NEL BUIO DELLA NOTTE

La modernità di Teresa sta anche nel fatto che sperimenta i dubbi e le notti della fede e condivide la condizione di chi non crede. Questi due tratti della santa sono, peraltro, raccolti nel nome scelto al Carmelo: “Teresa di Gesù Bambino e del Volto Santo“.  È l’infanzia del Getsemani quella che conduce questa ragazza nei brevi anni della vita terrena. Il Volto dolorante e doloroso dell’abbandonato che chiede abbandono: è il grido dell’infanzia, è il grido per una mamma morta molto presto, e per un papà amatissimo che deve lasciare nel momento della demenza. È il grido che le renderà carissima la parola Abbà, che la metterà davvero nelle braccia di Dio come un bambino confidente; e che la spingerà a insegnare a tutti ad essere sicuri di Lui, a non stare a contabilizzare su quel che si restituisce per quello che si riceve: “Il merito non consiste nel fare o nel dare tutto, ma piuttosto nel ricevere, nell’amare molto”. Sarà la sua grande scoperta (ma non era già scritto da qualche parte?): Dio ha bisogno di essere amato. A una sorella che le confida di piangere in segreto davanti a Dio per le proprie tristezze, Teresa fa un richiamo forte: “Dio ha bisogno di essere consolato, e se non lo facciamo noi che siamo messe in convento, chi lo fa?. Se non lo facciamo noi che siamo immessi sulla via di Gesù, noi tutti i cristiani, chi lo fa?

QUALE VOLTO DI DIO

Teresa ha dato di Dio un’immagine di grande bellezza, il volto di Dio padre-madre, carico d’amore, che pur nell’umiliazione della croce mostra “tenerezza, vicinanza, attenzione materna, perdono che risana”. Ha una vera comprensione della giustizia di Dio descritta come misericordia. Ciò che conta è l’abbandonarsi a Dio, sempre, e soprattutto nel Getsemani. Abbandonarsi nelle proprie debolezze, senza coltivare sensi di colpa che non esistono davanti a Dio. S’è ritrovata addormentata durante la preghiera comune? Si consola dicendosi che un bambino è amato dal suo papà anche quando dorme.
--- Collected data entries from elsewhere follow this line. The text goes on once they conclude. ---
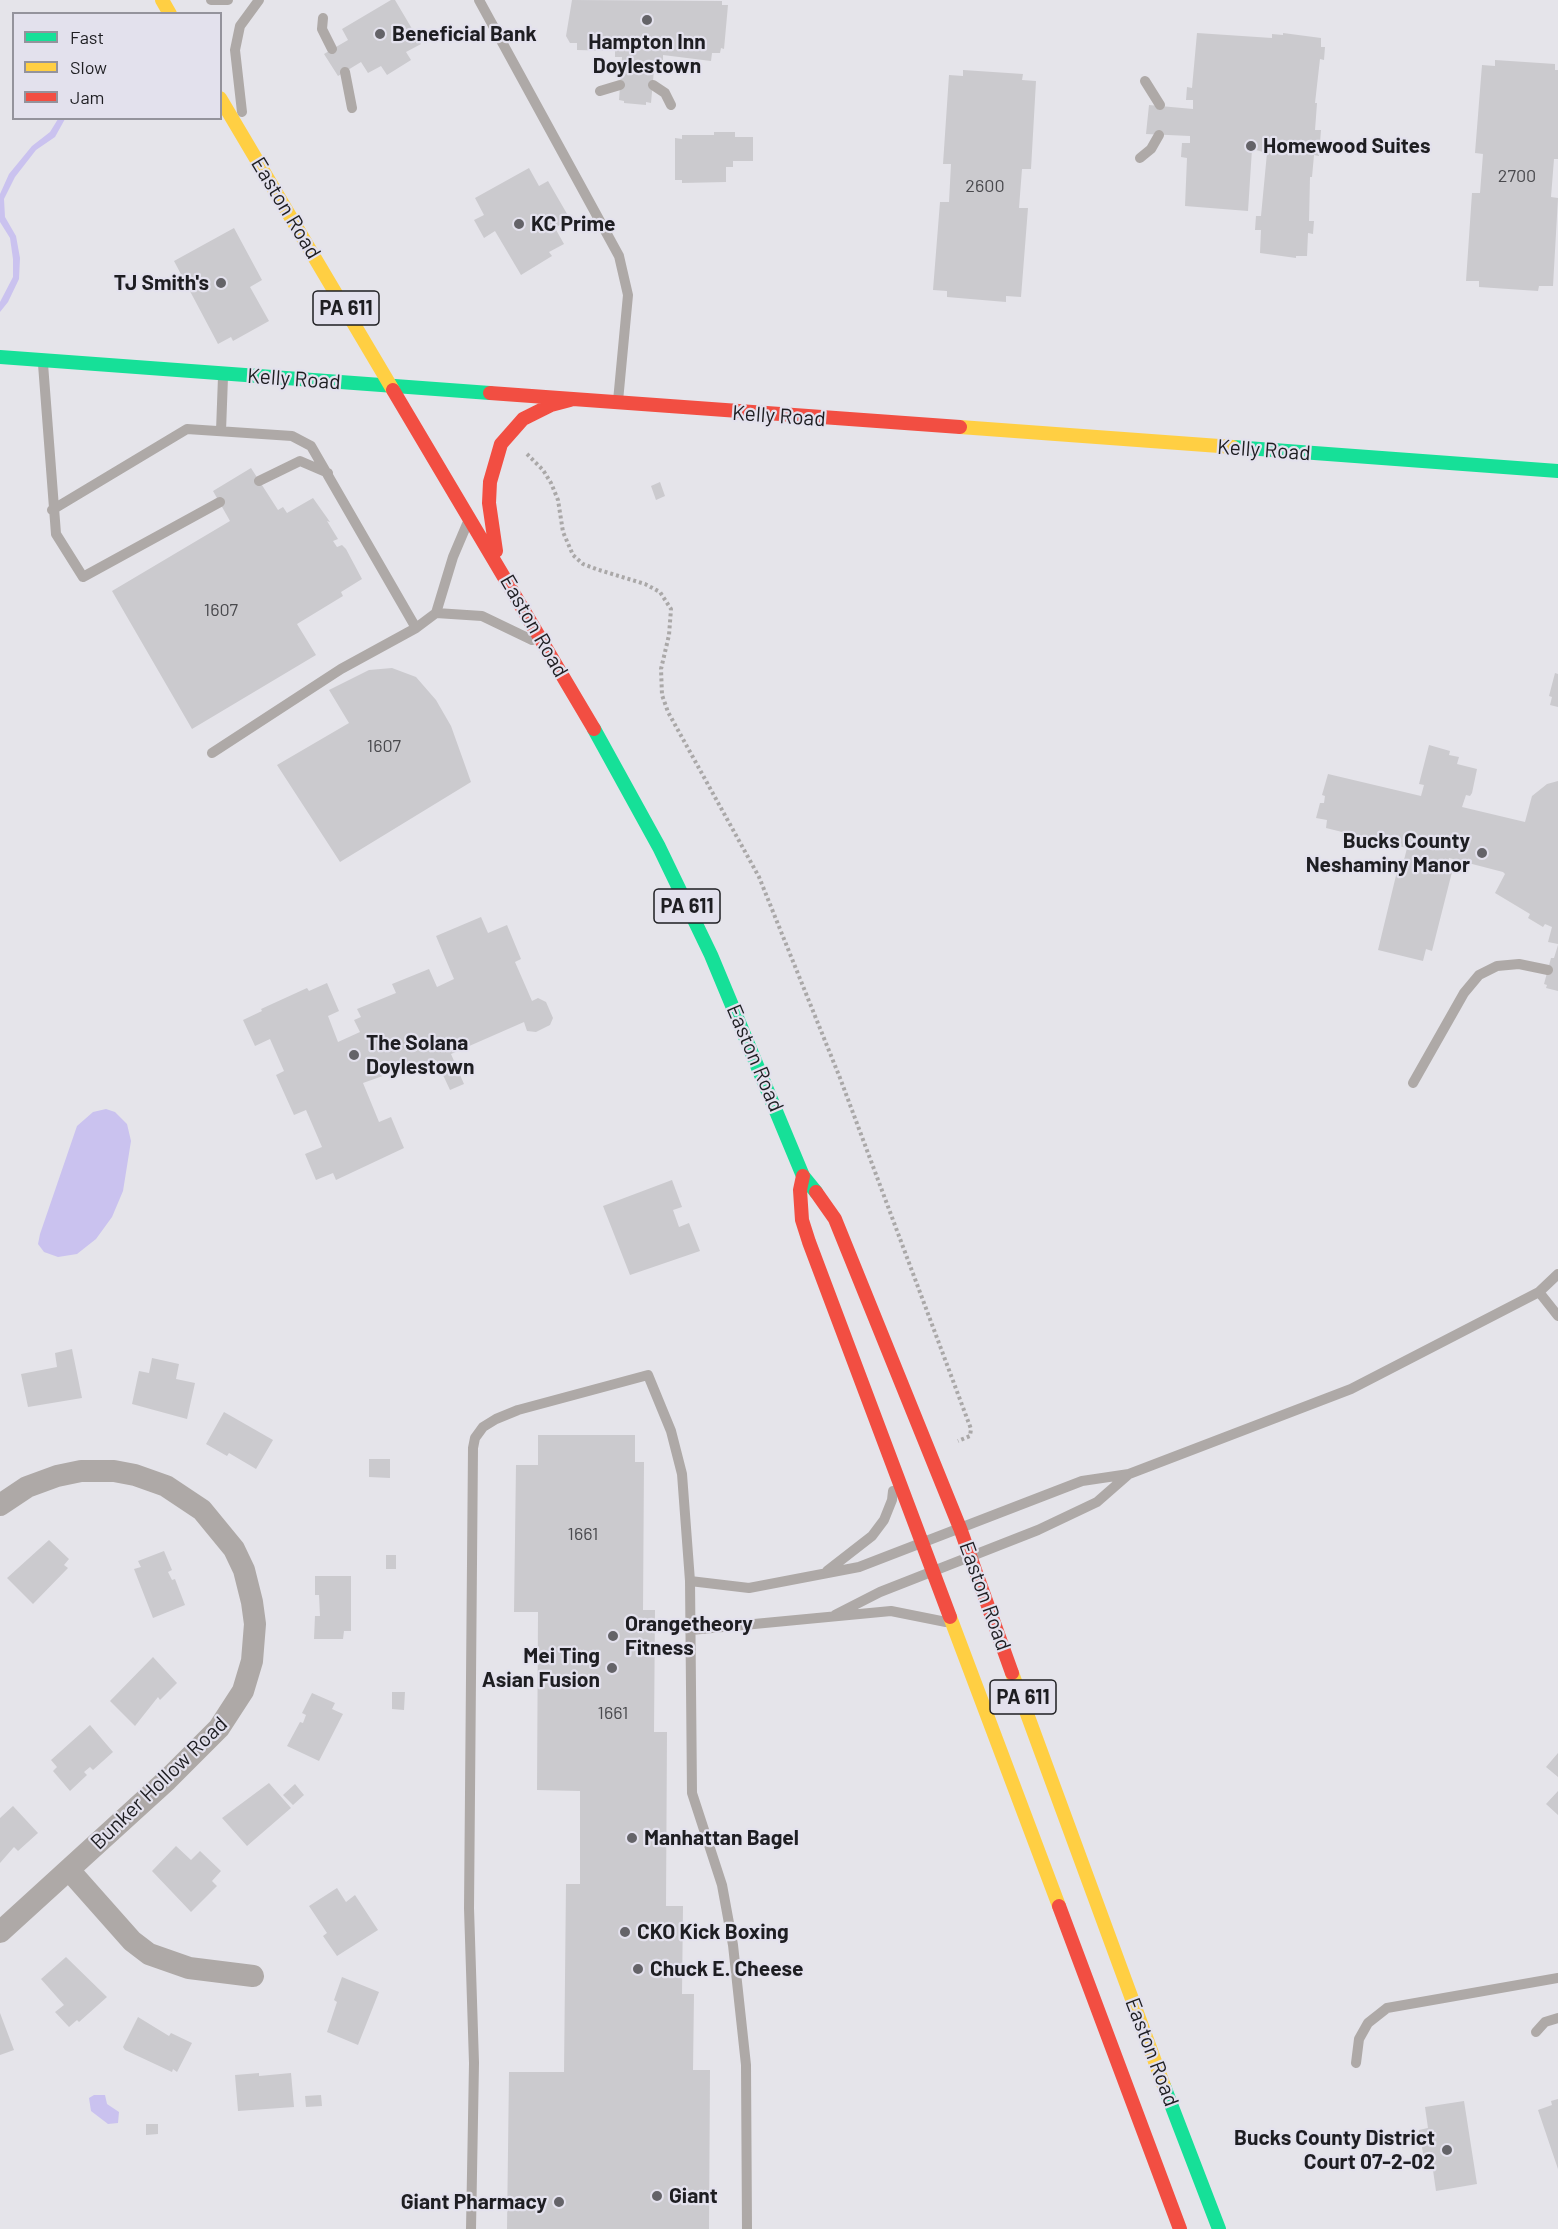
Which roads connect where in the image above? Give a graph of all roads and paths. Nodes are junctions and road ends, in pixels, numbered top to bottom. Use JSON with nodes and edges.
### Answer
{"nodes":[{"id":1,"x":211,"y":0,"type":"edge"},
{"id":2,"x":228,"y":0,"type":"edge"},
{"id":3,"x":259,"y":0,"type":"edge"},
{"id":4,"x":478,"y":0,"type":"edge"},
{"id":5,"x":323,"y":18,"type":"dead end"},
{"id":6,"x":332,"y":49,"type":"dead end"},
{"id":7,"x":345,"y":72,"type":"dead end"},
{"id":8,"x":1145,"y":81,"type":"dead end"},
{"id":9,"x":620,"y":85,"type":"dead end"},
{"id":10,"x":653,"y":85,"type":"dead end"},
{"id":11,"x":600,"y":91,"type":"dead end"},
{"id":12,"x":222,"y":101,"type":"edge"},
{"id":13,"x":671,"y":105,"type":"dead end"},
{"id":14,"x":1160,"y":105,"type":"dead end"},
{"id":15,"x":352,"y":108,"type":"dead end"},
{"id":16,"x":1159,"y":135,"type":"dead end"},
{"id":17,"x":248,"y":145,"type":"junction"},
{"id":18,"x":1140,"y":158,"type":"dead end"},
{"id":19,"x":0,"y":357,"type":"edge"},
{"id":20,"x":43,"y":361,"type":"junction"},
{"id":21,"x":223,"y":374,"type":"junction"},
{"id":22,"x":393,"y":386,"type":"junction"},
{"id":23,"x":570,"y":400,"type":"junction"},
{"id":24,"x":618,"y":404,"type":"junction"},
{"id":25,"x":221,"y":431,"type":"junction"},
{"id":26,"x":524,"y":452,"type":"dead end"},
{"id":27,"x":1558,"y":471,"type":"edge"},
{"id":28,"x":328,"y":473,"type":"junction"},
{"id":29,"x":259,"y":481,"type":"dead end"},
{"id":30,"x":220,"y":502,"type":"dead end"},
{"id":31,"x":52,"y":510,"type":"junction"},
{"id":32,"x":469,"y":518,"type":"junction"},
{"id":33,"x":501,"y":570,"type":"junction"},
{"id":34,"x":436,"y":613,"type":"junction"},
{"id":35,"x":416,"y":628,"type":"junction"},
{"id":36,"x":547,"y":648,"type":"junction"},
{"id":37,"x":212,"y":753,"type":"dead end"},
{"id":38,"x":1548,"y":970,"type":"dead end"},
{"id":39,"x":1413,"y":1083,"type":"dead end"},
{"id":40,"x":803,"y":1176,"type":"junction"},
{"id":41,"x":1558,"y":1274,"type":"edge"},
{"id":42,"x":1539,"y":1292,"type":"junction"},
{"id":43,"x":1558,"y":1317,"type":"edge"},
{"id":44,"x":958,"y":1441,"type":"dead end"},
{"id":45,"x":894,"y":1464,"type":"junction"},
{"id":46,"x":1129,"y":1474,"type":"junction"},
{"id":47,"x":0,"y":1505,"type":"edge"},
{"id":48,"x":960,"y":1528,"type":"junction"},
{"id":49,"x":923,"y":1543,"type":"junction"},
{"id":50,"x":970,"y":1556,"type":"junction"},
{"id":51,"x":934,"y":1571,"type":"junction"},
{"id":52,"x":825,"y":1573,"type":"junction"},
{"id":53,"x":690,"y":1581,"type":"junction"},
{"id":54,"x":835,"y":1615,"type":"junction"},
{"id":55,"x":954,"y":1624,"type":"junction"},
{"id":56,"x":691,"y":1630,"type":"junction"},
{"id":57,"x":69,"y":1870,"type":"junction"},
{"id":58,"x":0,"y":1932,"type":"edge"},
{"id":59,"x":253,"y":1976,"type":"dead end"},
{"id":60,"x":1558,"y":1978,"type":"edge"},
{"id":61,"x":1558,"y":2018,"type":"edge"},
{"id":62,"x":1536,"y":2032,"type":"dead end"},
{"id":63,"x":1356,"y":2063,"type":"dead end"},
{"id":64,"x":471,"y":2229,"type":"edge"},
{"id":65,"x":747,"y":2229,"type":"edge"},
{"id":66,"x":1180,"y":2229,"type":"edge"},
{"id":67,"x":1219,"y":2229,"type":"edge"}],
"edges":[{"from":1,"to":2,"type":"lane"},
{"from":3,"to":17,"type":"lane"},
{"from":4,"to":24,"type":"lane"},
{"from":5,"to":6,"type":"lane"},
{"from":7,"to":15,"type":"lane"},
{"from":8,"to":14,"type":"lane"},
{"from":9,"to":11,"type":"lane"},
{"from":10,"to":13,"type":"lane"},
{"from":12,"to":17,"type":"main road","name":"Easton Road","number":"PA 611"},
{"from":16,"to":18,"type":"lane"},
{"from":17,"to":22,"type":"main road","name":"Easton Road","number":"PA 611"},
{"from":19,"to":20,"type":"main road","name":"Kelly Road"},
{"from":20,"to":21,"type":"main road","name":"Kelly Road"},
{"from":20,"to":31,"type":"lane"},
{"from":21,"to":22,"type":"main road","name":"Kelly Road"},
{"from":21,"to":25,"type":"lane"},
{"from":22,"to":23,"type":"main road","name":"Kelly Road"},
{"from":22,"to":32,"type":"main road","name":"Easton Road","number":"PA 611"},
{"from":23,"to":24,"type":"main road","name":"Kelly Road"},
{"from":23,"to":33,"type":"main road"},
{"from":24,"to":27,"type":"main road","name":"Kelly Road"},
{"from":25,"to":28,"type":"lane"},
{"from":25,"to":31,"type":"lane"},
{"from":26,"to":44,"type":"path"},
{"from":28,"to":29,"type":"lane"},
{"from":28,"to":35,"type":"lane"},
{"from":30,"to":31,"type":"lane"},
{"from":32,"to":33,"type":"main road","name":"Easton Road","number":"PA 611"},
{"from":32,"to":34,"type":"lane"},
{"from":33,"to":36,"type":"main road","name":"Easton Road","number":"PA 611"},
{"from":34,"to":35,"type":"lane"},
{"from":34,"to":36,"type":"lane"},
{"from":35,"to":37,"type":"lane"},
{"from":36,"to":40,"type":"main road","name":"Easton Road","number":"PA 611"},
{"from":38,"to":39,"type":"lane"},
{"from":40,"to":45,"type":"main road","name":"Easton Road","number":"PA 611"},
{"from":40,"to":48,"type":"main road","name":"Easton Road","number":"PA 611"},
{"from":41,"to":42,"type":"lane"},
{"from":42,"to":43,"type":"lane"},
{"from":42,"to":46,"type":"lane"},
{"from":45,"to":49,"type":"main road","name":"Easton Road","number":"PA 611"},
{"from":45,"to":52,"type":"lane"},
{"from":46,"to":48,"type":"lane"},
{"from":46,"to":50,"type":"lane"},
{"from":47,"to":57,"type":"street","name":"Bunker Hollow Road"},
{"from":48,"to":49,"type":"lane"},
{"from":48,"to":50,"type":"main road","name":"Easton Road","number":"PA 611"},
{"from":49,"to":51,"type":"main road","name":"Easton Road","number":"PA 611"},
{"from":49,"to":52,"type":"lane"},
{"from":50,"to":51,"type":"lane"},
{"from":50,"to":67,"type":"main road","name":"Easton Road","number":"PA 611"},
{"from":51,"to":54,"type":"lane"},
{"from":51,"to":55,"type":"main road","name":"Easton Road","number":"PA 611"},
{"from":52,"to":53,"type":"lane"},
{"from":53,"to":56,"type":"lane"},
{"from":53,"to":64,"type":"lane"},
{"from":54,"to":55,"type":"lane"},
{"from":54,"to":56,"type":"lane"},
{"from":55,"to":66,"type":"main road","name":"Easton Road","number":"PA 611"},
{"from":56,"to":65,"type":"lane"},
{"from":57,"to":58,"type":"street","name":"Bunker Hollow Road"},
{"from":57,"to":59,"type":"street"},
{"from":60,"to":63,"type":"lane"},
{"from":61,"to":62,"type":"lane"}]}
Chi rivela il vero nome di Dio, l’Abbà, è Gesù (nei suoi scritti compare 1600 volte, rarissime le volte in cui compare la parola “Cristo”), “l’Amante, “il malato d’amore”, che la raccoglie e nella gratuità più assoluta la ama e la libera”. Ed ancora: Teresa supera il concetto di santità-perfezione, così caro a tutta la spiritualità del suo tempo – costruito con lo sforzo ascetico, sotto la minaccia della giustizia divina incombente, con l’annientamento delle emozioni e delle vulnerabilità – vivendo una nuova prospettiva: quella della santità come percorso di comunione, di solidarietà, di compagnia, di ferialità, di tenerezza con Dio e con l’umanità. Lasciarsi amare da Dio per riscoprire i fratelli e, soprattutto, i lontani: “L’amore del prossimo – scrive poche settimane prima di morire – è tutto sulla terra, si ama Dio nella misura in cui lo si pratica.” Il suo itinerario – di “attirata da Dio” – sarà quello di lasciarsi attirare dall’abbraccio di Gesù, il suo “ascensore divino”, fino all’altezza di Dio stesso.

LA VITA QUOTIDIANA RIPRENDE DIGNITÀ

“Teresa è una provocazione che viene dal bisogno di maestri. Quando si sente il bisogno di definire Teresa di Lisieux dottore della Chiesa si dice che lì in quella povertà… c’è un’intelligenza reale della fede, un’intelligenza che istruisce. La scelta di questo dottore è di un’audacia trasgressiva, significa che la Chiesa omologa come via mistica la possibilità di dire l’ascesi a Dio attraverso l’esperienza individuale e quotidiana… La vita quotidiana riprende dignità e capiamo che per arrivare a Dio non è necessario prendere congedo dalle passioni. Questo è un insegnamento che vale una summa teologica…” (P. Sequeri).